I learned an important spiritual lesson on my trip to Belize. I learned it from the people that I met. They had such a desire to do something for us. Even though they had only meager possessions, they had such a desire to please. They wanted to see us before we left. They wanted to bring us a gift. It was very important to them. I saw a great object lesson in the way they treated me. It showed me how I should relate to God. I should come to God and say, “I don’t have much, but I want to give you something.” “God let me know what I can do to please you.” “God, I want to be with you.”

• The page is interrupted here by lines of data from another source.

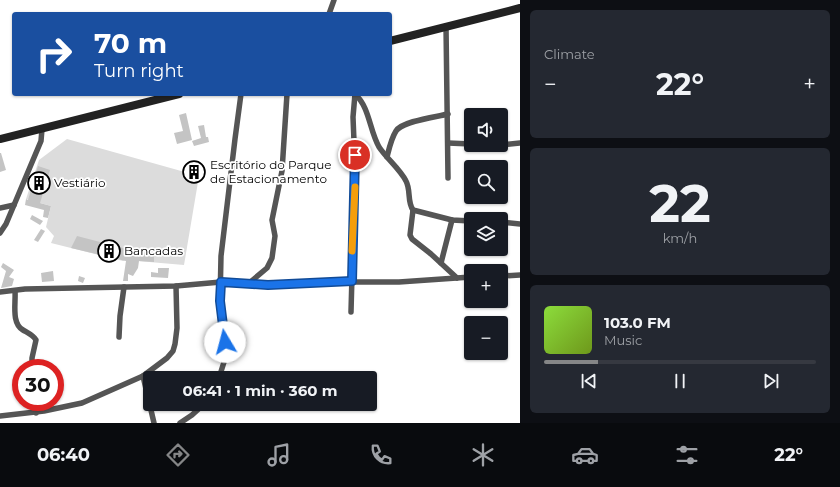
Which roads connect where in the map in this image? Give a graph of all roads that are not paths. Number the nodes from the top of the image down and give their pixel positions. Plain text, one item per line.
1 (334, 0) edge
2 (520, 8) edge
3 (330, 12) edge
4 (446, 26) junction
5 (392, 40) edge
6 (171, 96) edge
7 (242, 96) edge
8 (286, 96) edge
9 (355, 96) edge
10 (357, 96) edge
11 (448, 114) junction
12 (42, 129) junction
13 (0, 139) edge
14 (448, 143) junction
15 (464, 144) edge
16 (520, 144) edge
17 (508, 145) edge
18 (387, 157) junction
19 (448, 178) dead end
20 (14, 205) junction
21 (0, 208) edge
22 (412, 210) junction
23 (452, 220) junction
24 (464, 221) edge
25 (508, 223) edge
26 (520, 224) edge
27 (0, 233) edge
28 (441, 263) junction
29 (520, 275) edge
30 (508, 276) edge
31 (457, 278) junction
32 (464, 278) edge
33 (352, 281) junction
34 (221, 282) junction
35 (248, 284) junction
36 (176, 286) junction
37 (124, 287) junction
38 (16, 291) junction
39 (0, 292) edge
40 (351, 312) dead end
41 (119, 337) dead end
42 (32, 359) edge
43 (150, 371) edge
44 (221, 371) edge
45 (143, 376) edge
46 (151, 411) edge
47 (196, 411) edge
48 (36, 412) joint
49 (0, 416) edge
50 (154, 423) edge
51 (180, 423) edge

1 - 3 street
2 - 4 main road
4 - 5 main road
4 - 11 street
6 - 12 main road
7 - 34 street
8 - 35 street
9 - 33 street
10 - 18 street
11 - 14 street
11 - 18 street
12 - 13 main road
12 - 20 street
14 - 15 street
14 - 19 street
16 - 17 street
18 - 22 street
20 - 21 street
20 - 27 street
22 - 23 street
22 - 28 street
23 - 24 street
23 - 28 street
25 - 26 street
28 - 31 street
29 - 30 street
31 - 32 street
31 - 33 street
33 - 35 street
33 - 40 street
34 - 35 street
34 - 36 street
34 - 44 street
36 - 37 street
36 - 43 street
37 - 38 street
37 - 41 street
38 - 39 street
38 - 42 street
45 - 48 street
46 - 50 street
47 - 51 street
48 - 49 street

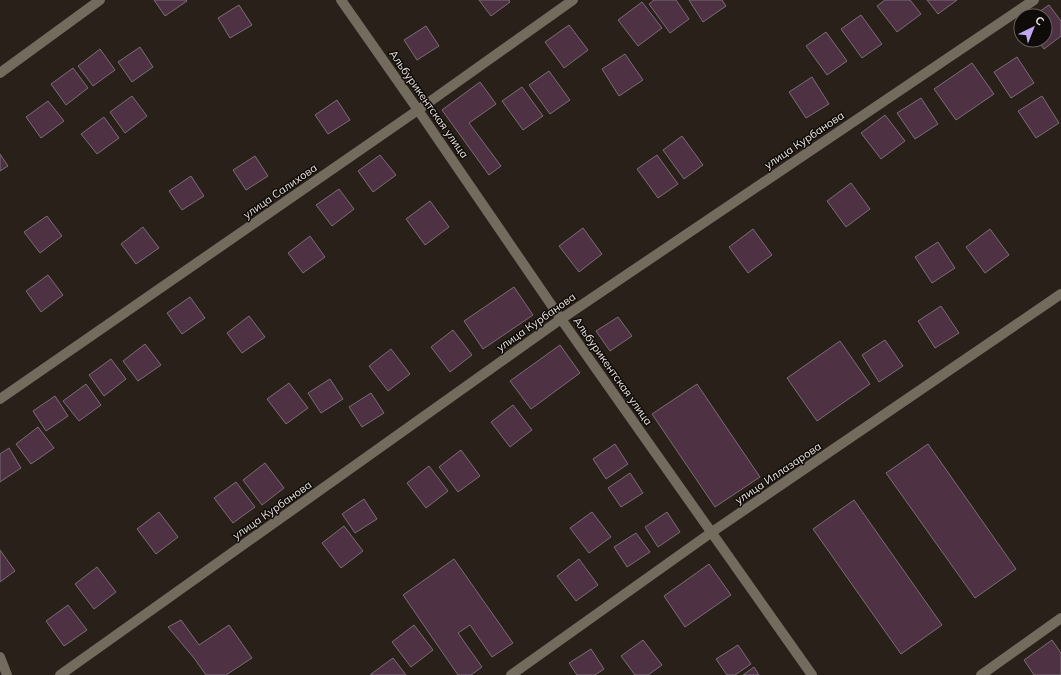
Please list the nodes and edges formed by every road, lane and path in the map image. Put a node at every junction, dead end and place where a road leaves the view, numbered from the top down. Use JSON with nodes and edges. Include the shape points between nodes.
{"nodes":[{"id":1,"x":100,"y":0,"type":"edge"},
{"id":2,"x":341,"y":0,"type":"edge"},
{"id":3,"x":573,"y":0,"type":"edge"},
{"id":4,"x":1034,"y":0,"type":"edge"},
{"id":5,"x":0,"y":73,"type":"edge"},
{"id":6,"x":418,"y":110,"type":"junction"},
{"id":7,"x":1061,"y":294,"type":"edge"},
{"id":8,"x":561,"y":318,"type":"junction"},
{"id":9,"x":0,"y":399,"type":"edge"},
{"id":10,"x":712,"y":532,"type":"junction"},
{"id":11,"x":1061,"y":618,"type":"edge"},
{"id":12,"x":0,"y":657,"type":"edge"},
{"id":13,"x":7,"y":675,"type":"edge"},
{"id":14,"x":60,"y":675,"type":"edge"},
{"id":15,"x":510,"y":675,"type":"edge"},
{"id":16,"x":812,"y":675,"type":"edge"},
{"id":17,"x":981,"y":675,"type":"edge"}],
"edges":[{"from":1,"to":5,"type":"street"},
{"from":2,"to":6,"type":"street","name":"Альбурикентская улица"},
{"from":3,"to":6,"type":"street","name":"улица Салихова"},
{"from":4,"to":8,"type":"street","name":"улица Курбанова"},
{"from":6,"to":8,"type":"street","name":"Альбурикентская улица"},
{"from":6,"to":9,"type":"street","name":"улица Салихова"},
{"from":7,"to":10,"type":"street","name":"улица Иллазарова"},
{"from":8,"to":10,"type":"street","name":"Альбурикентская улица"},
{"from":8,"to":14,"type":"street","name":"улица Курбанова"},
{"from":10,"to":15,"type":"street","name":"улица Иллазарова"},
{"from":10,"to":16,"type":"street","name":"Альбурикентская улица"},
{"from":11,"to":17,"type":"street"},
{"from":12,"to":13,"type":"street"}]}
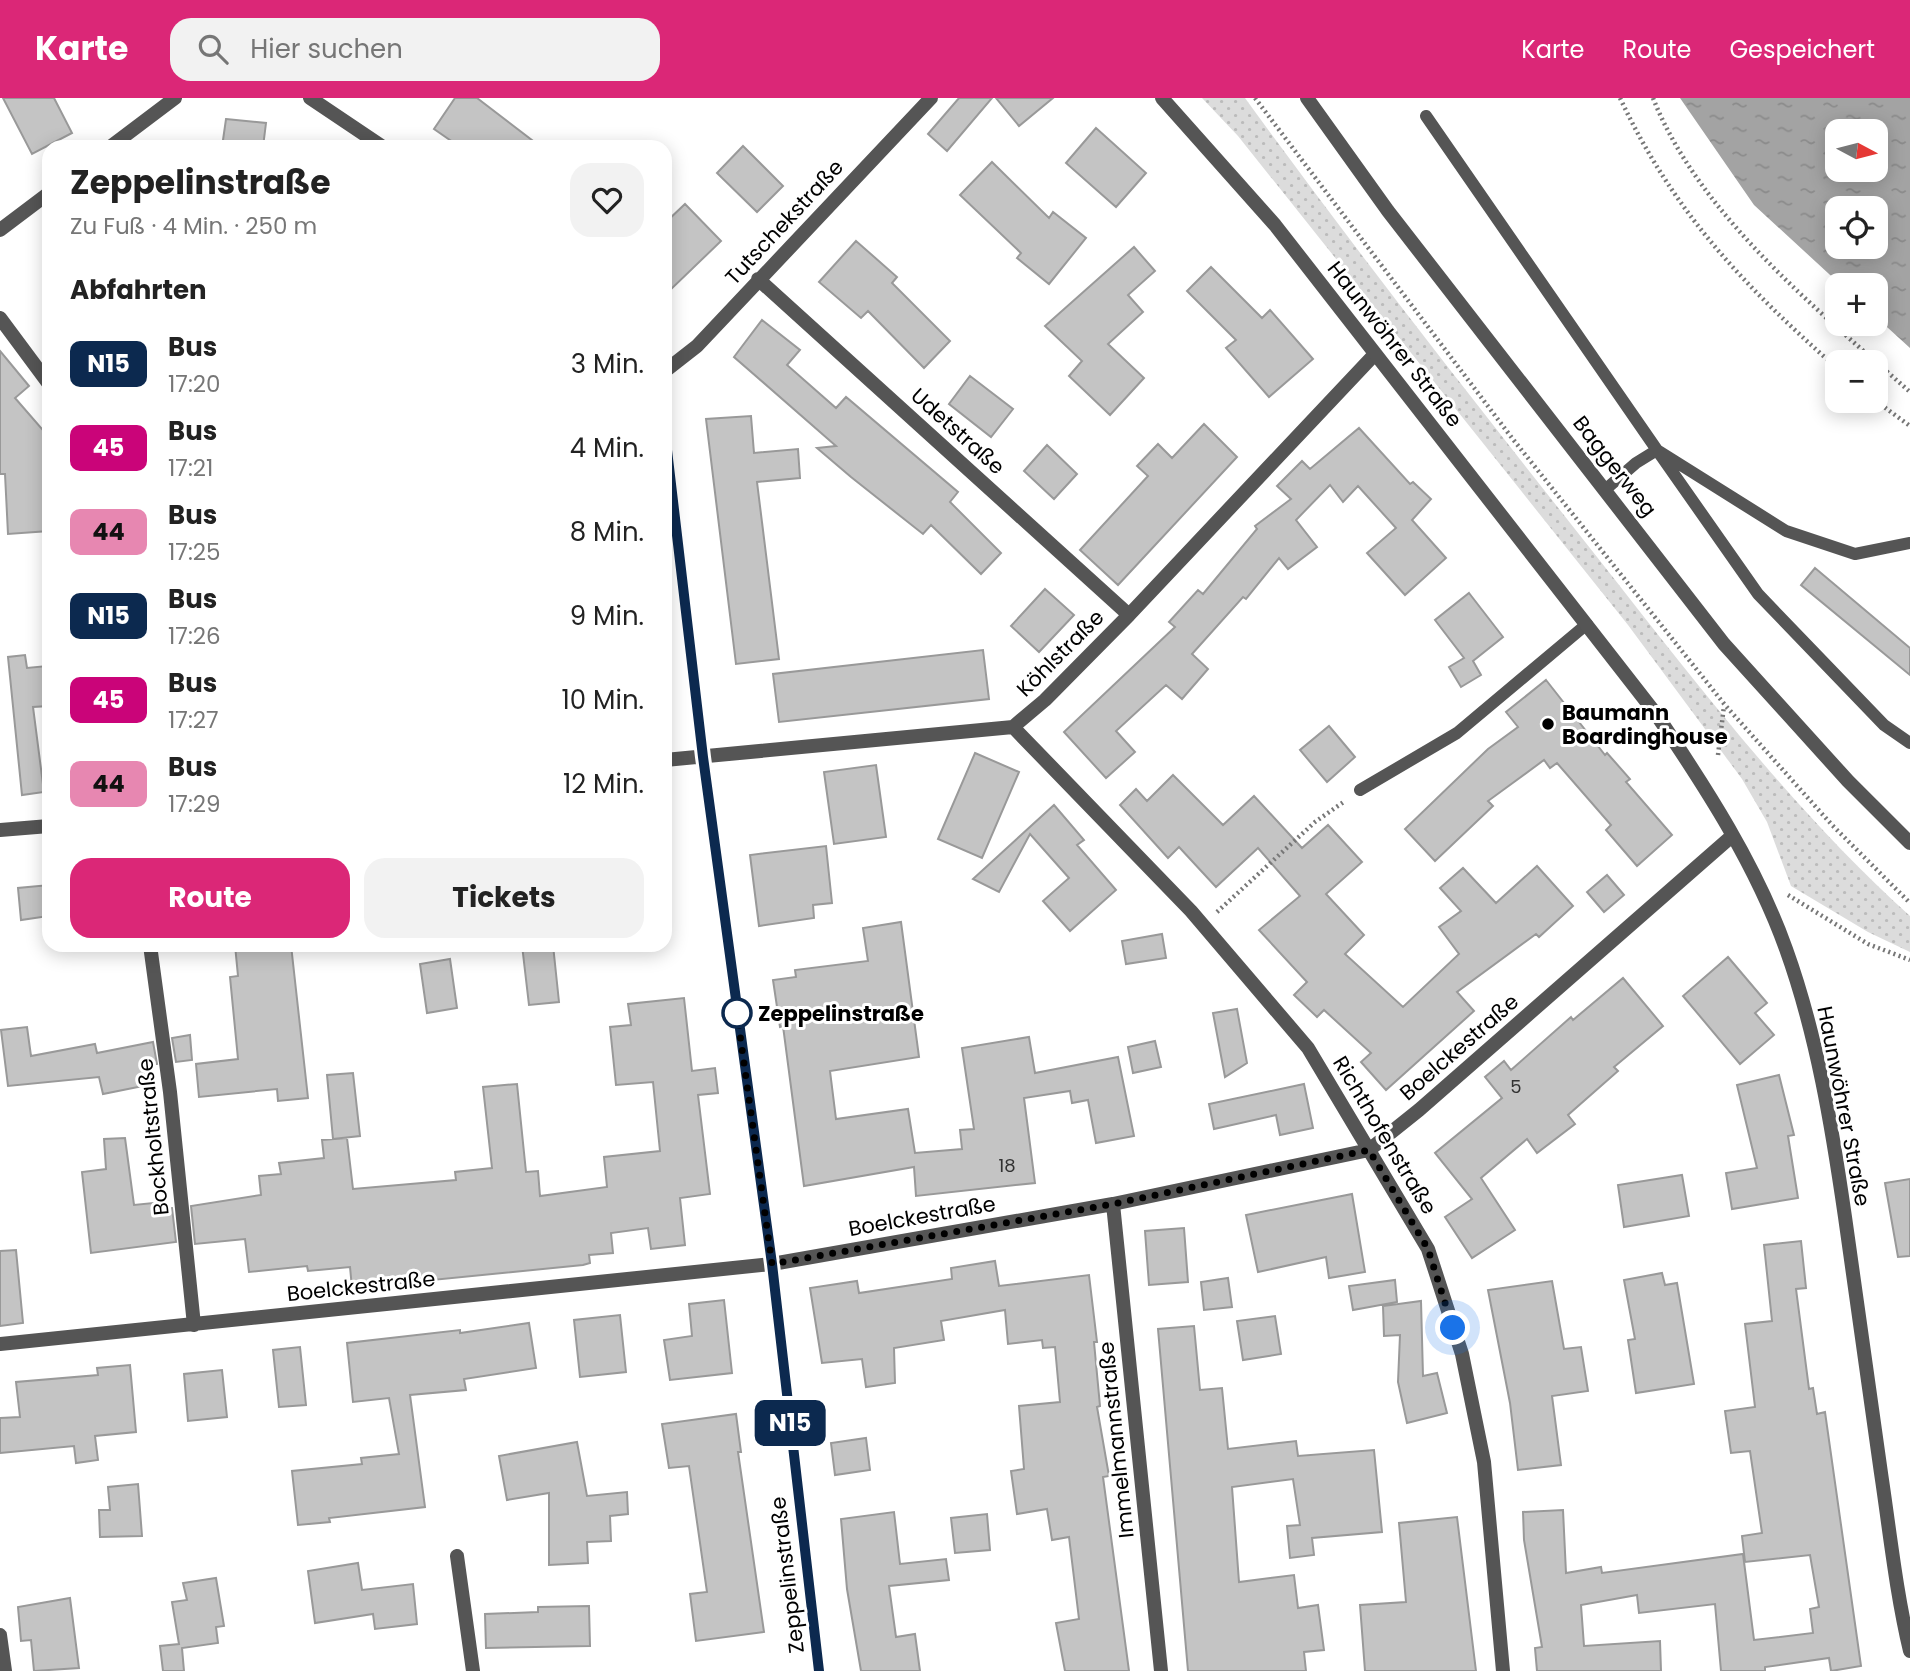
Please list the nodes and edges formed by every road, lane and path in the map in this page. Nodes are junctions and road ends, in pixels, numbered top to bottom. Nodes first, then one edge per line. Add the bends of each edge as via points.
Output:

Gentle Reader, I know that you gave and received some good gifts this Christmas season. Jesus knows that too. In Matthew 7:7-11 (NIV) Jesus said, "Ask and it will be given to you; seek and you will find; knock and the door will be opened to you. For everyone who asks receives; the one who seeks finds; and to the one who knocks, the door will be opened. Which of you, if your son asks for bread, will give him a stone? Or if he asks for a fish, will give him a snake? If you, then, though you are evil, know how to give good gifts to your children, how much more will your Father in heaven give good gifts to those who ask him!”

God is the ultimate giver of good gifts. No matter how awesome the best gift you opened this Christmas is, it can’t compare to the gift of Jesus that we celebrate at Christmas. In Romans 6:23 (KJV) the Bible tells us “the wages of sin is death, but the gift of God is eternal life through Christ Jesus our Lord.” God has given you the best gift ever; what will you give God?